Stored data
▬▬▬▬▬▬▬▬▬▬

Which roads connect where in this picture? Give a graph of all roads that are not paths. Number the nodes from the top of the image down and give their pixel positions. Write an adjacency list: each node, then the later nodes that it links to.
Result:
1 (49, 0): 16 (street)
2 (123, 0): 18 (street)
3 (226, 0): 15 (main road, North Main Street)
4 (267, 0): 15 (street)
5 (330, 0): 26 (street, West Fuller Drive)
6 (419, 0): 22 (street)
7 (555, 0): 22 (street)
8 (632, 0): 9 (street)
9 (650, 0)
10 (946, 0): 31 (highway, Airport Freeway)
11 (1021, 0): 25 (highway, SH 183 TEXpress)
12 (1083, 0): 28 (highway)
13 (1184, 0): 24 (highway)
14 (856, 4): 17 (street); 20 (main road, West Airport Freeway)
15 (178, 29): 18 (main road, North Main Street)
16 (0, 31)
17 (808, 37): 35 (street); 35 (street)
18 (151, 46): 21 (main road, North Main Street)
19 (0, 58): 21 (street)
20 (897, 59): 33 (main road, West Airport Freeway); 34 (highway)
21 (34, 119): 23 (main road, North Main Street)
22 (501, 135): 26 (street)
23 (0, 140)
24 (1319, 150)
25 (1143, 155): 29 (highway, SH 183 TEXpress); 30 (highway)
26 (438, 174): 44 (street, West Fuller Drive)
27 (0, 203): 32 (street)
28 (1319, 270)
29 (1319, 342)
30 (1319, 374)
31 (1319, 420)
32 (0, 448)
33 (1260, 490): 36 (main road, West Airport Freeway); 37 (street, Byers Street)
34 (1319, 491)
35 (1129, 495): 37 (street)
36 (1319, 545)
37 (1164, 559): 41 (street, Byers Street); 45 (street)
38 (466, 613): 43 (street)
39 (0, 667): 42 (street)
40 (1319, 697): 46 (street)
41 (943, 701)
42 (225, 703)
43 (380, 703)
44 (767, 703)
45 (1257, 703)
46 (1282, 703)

▬▬▬▬▬▬▬▬▬▬

§ **Directions**: Every record above needs to be copied exactly.

§ **Response area**:
Which roads connect where in this picture? Give a graph of all roads that are not paths. Number the nodes from the top of the image down and give their pixel positions. Write an adjacency list: each node, then the later nodes that it links to.
Result:
1 (49, 0): 16 (street)
2 (123, 0): 18 (street)
3 (226, 0): 15 (main road, North Main Street)
4 (267, 0): 15 (street)
5 (330, 0): 26 (street, West Fuller Drive)
6 (419, 0): 22 (street)
7 (555, 0): 22 (street)
8 (632, 0): 9 (street)
9 (650, 0)
10 (946, 0): 31 (highway, Airport Freeway)
11 (1021, 0): 25 (highway, SH 183 TEXpress)
12 (1083, 0): 28 (highway)
13 (1184, 0): 24 (highway)
14 (856, 4): 17 (street); 20 (main road, West Airport Freeway)
15 (178, 29): 18 (main road, North Main Street)
16 (0, 31)
17 (808, 37): 35 (street); 35 (street)
18 (151, 46): 21 (main road, North Main Street)
19 (0, 58): 21 (street)
20 (897, 59): 33 (main road, West Airport Freeway); 34 (highway)
21 (34, 119): 23 (main road, North Main Street)
22 (501, 135): 26 (street)
23 (0, 140)
24 (1319, 150)
25 (1143, 155): 29 (highway, SH 183 TEXpress); 30 (highway)
26 (438, 174): 44 (street, West Fuller Drive)
27 (0, 203): 32 (street)
28 (1319, 270)
29 (1319, 342)
30 (1319, 374)
31 (1319, 420)
32 (0, 448)
33 (1260, 490): 36 (main road, West Airport Freeway); 37 (street, Byers Street)
34 (1319, 491)
35 (1129, 495): 37 (street)
36 (1319, 545)
37 (1164, 559): 41 (street, Byers Street); 45 (street)
38 (466, 613): 43 (street)
39 (0, 667): 42 (street)
40 (1319, 697): 46 (street)
41 (943, 701)
42 (225, 703)
43 (380, 703)
44 (767, 703)
45 (1257, 703)
46 (1282, 703)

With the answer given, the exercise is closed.